▶ Task directions: Write out every entry exactly; the pictures do not belong in the copy.

[Stored data]
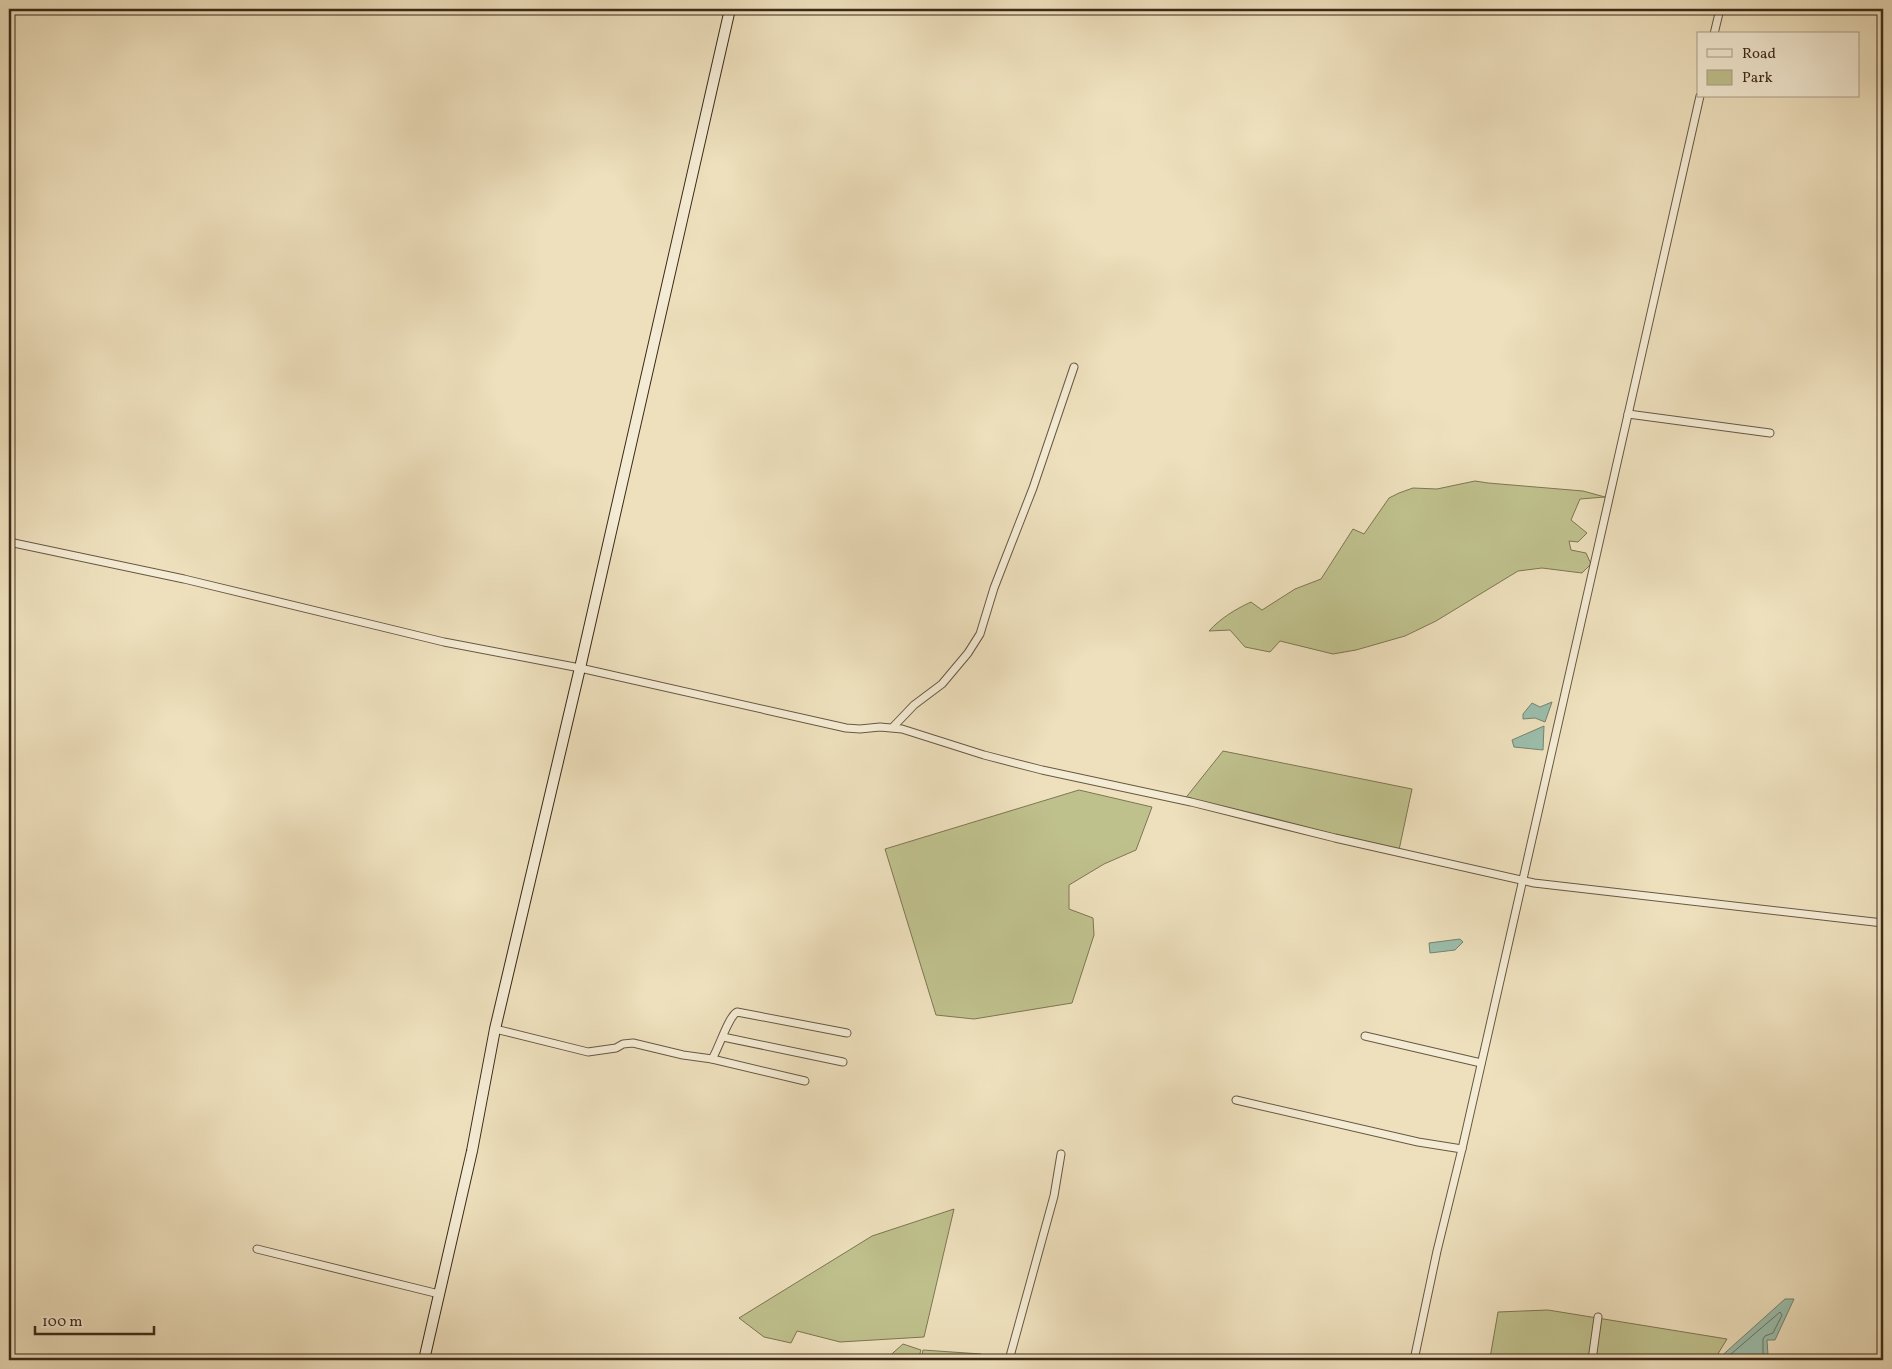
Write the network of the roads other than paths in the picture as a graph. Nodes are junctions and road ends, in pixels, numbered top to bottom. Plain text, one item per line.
1 (730, 9) edge
2 (1720, 9) edge
3 (1714, 32) edge
4 (1700, 98) edge
5 (1074, 367) dead end
6 (1628, 414) junction
7 (1770, 433) dead end
8 (9, 542) edge
9 (580, 668) junction
10 (893, 727) junction
11 (1522, 880) junction
12 (1883, 923) edge
13 (495, 1029) junction
14 (847, 1033) dead end
15 (1366, 1036) dead end
16 (723, 1038) junction
17 (712, 1059) junction
18 (843, 1062) dead end
19 (1481, 1063) junction
20 (805, 1081) dead end
21 (1236, 1100) dead end
22 (1462, 1149) junction
23 (1061, 1154) dead end
24 (257, 1249) dead end
25 (439, 1294) junction
26 (1598, 1317) dead end
27 (424, 1360) edge
28 (1009, 1360) edge
29 (1414, 1360) edge
30 (1592, 1360) edge

1 - 9 street
2 - 3 street
4 - 6 street
5 - 10 street
6 - 7 street
6 - 11 street
8 - 9 street
9 - 10 street
9 - 13 street
10 - 11 street
11 - 12 street
11 - 19 street
13 - 17 street
13 - 25 street
14 - 16 street
15 - 19 street
16 - 17 street
16 - 18 street
17 - 20 street
19 - 22 street
21 - 22 street
22 - 29 street
23 - 28 street
24 - 25 street
25 - 27 street
26 - 30 street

▶ Answer area:
Write the network of the roads other than paths in the picture as a graph. Nodes are junctions and road ends, in pixels, numbered top to bottom. Plain text, one item per line.
1 (730, 9) edge
2 (1720, 9) edge
3 (1714, 32) edge
4 (1700, 98) edge
5 (1074, 367) dead end
6 (1628, 414) junction
7 (1770, 433) dead end
8 (9, 542) edge
9 (580, 668) junction
10 (893, 727) junction
11 (1522, 880) junction
12 (1883, 923) edge
13 (495, 1029) junction
14 (847, 1033) dead end
15 (1366, 1036) dead end
16 (723, 1038) junction
17 (712, 1059) junction
18 (843, 1062) dead end
19 (1481, 1063) junction
20 (805, 1081) dead end
21 (1236, 1100) dead end
22 (1462, 1149) junction
23 (1061, 1154) dead end
24 (257, 1249) dead end
25 (439, 1294) junction
26 (1598, 1317) dead end
27 (424, 1360) edge
28 (1009, 1360) edge
29 (1414, 1360) edge
30 (1592, 1360) edge

1 - 9 street
2 - 3 street
4 - 6 street
5 - 10 street
6 - 7 street
6 - 11 street
8 - 9 street
9 - 10 street
9 - 13 street
10 - 11 street
11 - 12 street
11 - 19 street
13 - 17 street
13 - 25 street
14 - 16 street
15 - 19 street
16 - 17 street
16 - 18 street
17 - 20 street
19 - 22 street
21 - 22 street
22 - 29 street
23 - 28 street
24 - 25 street
25 - 27 street
26 - 30 street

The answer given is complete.